The sooner we abandon the obsolete concept of downtown, the better of we’ll be. It has become a money pit for the rest of the city to pay into and most of it is urban renewal. Most new housing is subsidized either by being in an urban renewal district, or through tax abatements, low interest loans etc. (List here:

It is overcrowded, overpriced and inconvenient. Suburbs are cheaper, less crowded and more convenient - all of which raises people’s standard of living.

Cut off the money and let downtown find its true economic value.


Jarrett, the reason businesses that validate parkers mostly don't give away transit vouchers as well is that everyone would want one--since they are transferable and not time-limited. Validations are only affordable because such a small percentage of customers can offer proof that they parked in a garage on their current trip. Even then, stores that aren't 1) in Pioneer Place or 2) Nordstrom or Macy's, mostly don't validate.

Ain't nuttin' free folks. IF businesses validate parking you pay for it indirectly in the cost of goods or services you buy from that vendor.
Also there sure seems to be a great many street parking spaces available recently in the downtown and Pearl areas of Portland. Of course that is just my very unscientific observation for my most recent forays into that area.
I would say that the downtown merchants who are left, are hurting post holiday season.

Businesses aren't going to locate downtown because employees then have to either ride mass transit or pay for parking, or the business has to more heavily subsidize parking.

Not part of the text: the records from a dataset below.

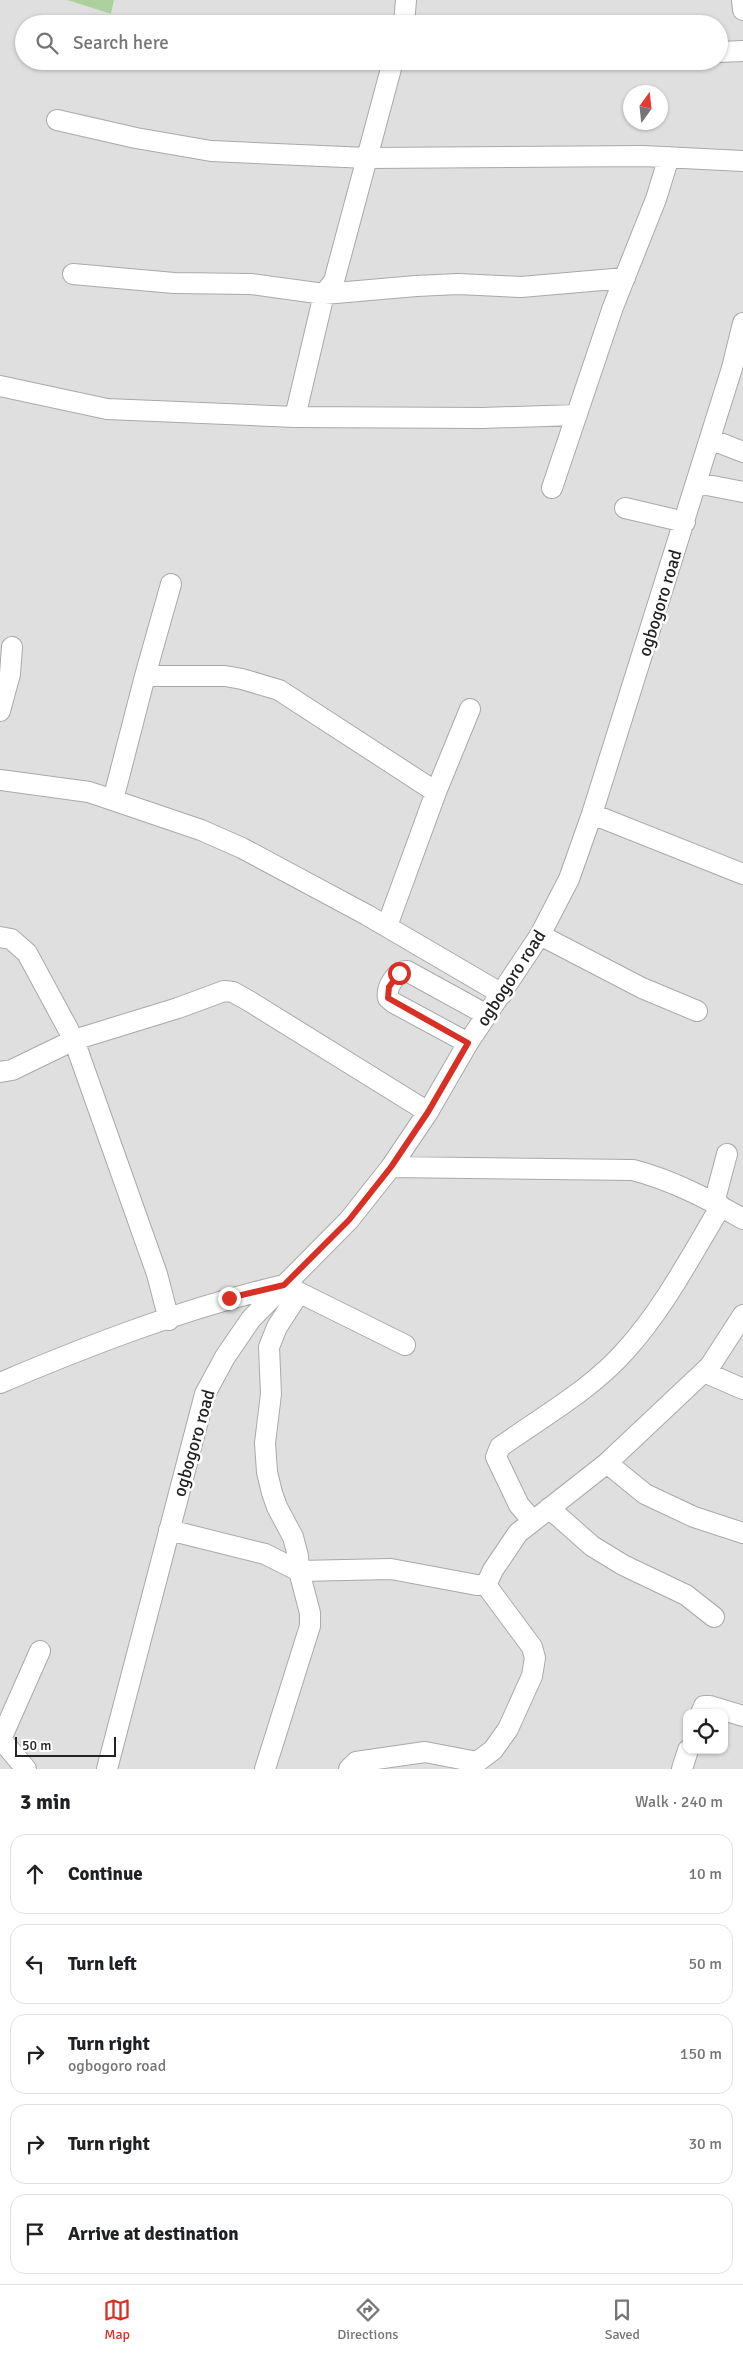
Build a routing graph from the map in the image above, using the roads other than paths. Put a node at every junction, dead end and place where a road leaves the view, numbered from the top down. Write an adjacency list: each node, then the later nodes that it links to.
1 (406, 0): 4 (street)
2 (742, 0): 3 (street)
3 (743, 10)
4 (405, 15)
5 (728, 52): 6 (street)
6 (743, 52)
7 (391, 70): 10 (street)
8 (57, 120): 10 (street)
9 (669, 157): 10 (street); 11 (street); 13 (street)
10 (367, 158): 14 (street)
11 (743, 161)
12 (73, 274): 14 (street)
13 (625, 278): 14 (street); 18 (street)
14 (333, 289): 19 (street)
15 (743, 323): 16 (street, ogbogoro road)
16 (738, 370): 20 (street, ogbogoro road)
17 (0, 386): 19 (street)
18 (578, 415): 19 (street); 23 (street)
19 (295, 417)
20 (710, 439): 21 (street); 22 (street, ogbogoro road)
21 (743, 452)
22 (697, 482): 24 (street); 26 (street, ogbogoro road)
23 (552, 488)
24 (743, 492)
25 (625, 508): 26 (street)
26 (685, 522): 35 (street, ogbogoro road)
27 (171, 584): 29 (street)
28 (12, 647): 31 (street)
29 (145, 676): 33 (street); 34 (street)
30 (470, 709): 33 (street)
31 (0, 711)
32 (0, 780): 34 (street)
33 (436, 792): 37 (street)
34 (113, 800): 37 (street)
35 (592, 814): 36 (street); 38 (street, ogbogoro road)
36 (743, 874)
37 (386, 926): 40 (street)
38 (540, 935): 40 (street, ogbogoro road); 41 (street)
39 (0, 937): 43 (street)
40 (502, 994): 42 (street, ogbogoro road)
41 (696, 1011)
42 (487, 1015): 44 (street, ogbogoro road); 44 (street)
43 (74, 1040): 45 (street); 46 (street); 53 (street)
44 (468, 1043): 46 (street, ogbogoro road)
45 (0, 1072)
46 (428, 1112): 48 (street, ogbogoro road)
47 (727, 1154): 49 (street)
48 (391, 1167): 49 (street); 51 (street, ogbogoro road)
49 (717, 1205): 50 (street); 60 (street)
50 (743, 1218)
51 (291, 1289): 53 (street); 54 (street); 61 (street, ogbogoro road); 63 (street)
52 (743, 1315): 55 (street)
53 (169, 1320): 56 (street)
54 (405, 1345)
55 (704, 1372): 57 (street); 58 (street)
56 (0, 1384)
57 (743, 1388)
58 (607, 1463): 59 (street); 62 (street)
59 (549, 1508): 60 (street); 65 (street)
60 (532, 1520): 64 (street)
61 (169, 1530): 63 (street); 74 (street, ogbogoro road)
62 (743, 1533)
63 (299, 1571): 64 (street); 75 (street)
64 (486, 1584): 76 (street)
65 (714, 1617)
66 (40, 1651): 71 (street)
67 (703, 1709): 68 (street)
68 (720, 1709)
69 (728, 1711): 70 (street)
70 (743, 1716)
71 (0, 1739): 73 (street)
72 (687, 1754): 77 (street)
73 (26, 1769)
74 (107, 1769)
75 (265, 1769)
76 (350, 1769)
77 (682, 1769)

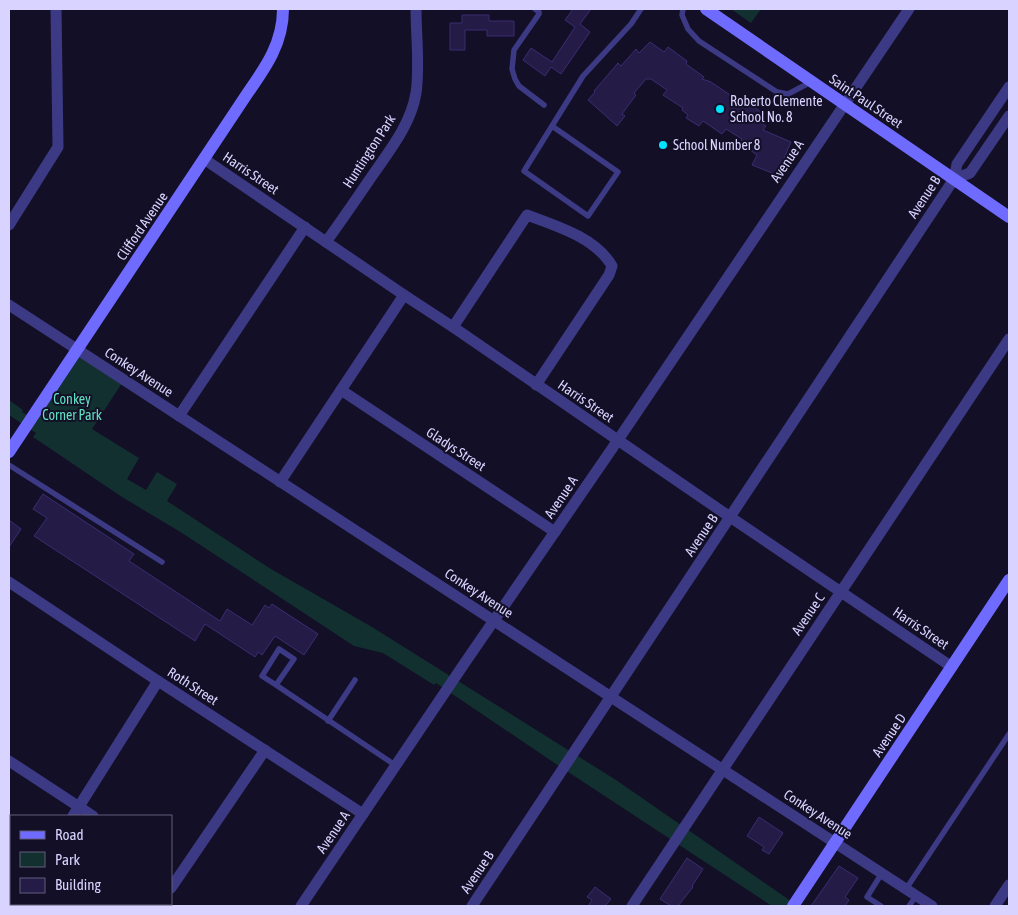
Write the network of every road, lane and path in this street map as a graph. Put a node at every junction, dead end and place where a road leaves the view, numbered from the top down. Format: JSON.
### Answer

Not all employees can take mass transit. Not to mention (especially with the cuts in service) the real possibility that riding Tri-met could take 2-3 times the time one would spend driving.

late yesterday afternoon we decided to go downtown for a local brew and a bite to eat...and we wanted to take the bus as parking is more money than a bus ride and who wants to park on the street after 5pm and find a spot and feed a meter? The bus ride down from LO had a lot of folks on it-standing room only at 5pm-that was good to see. ...we had checked our bus schedule and wanted to return at 7pm- well! The #35 7pm bus only circles downtown so we had to wait 30 more minutes for the next one-
so why did we want to go downtown? We could have driven our car to the east side of town
and had the convenience of a car. Next time we'll do something different. Good bye downtown.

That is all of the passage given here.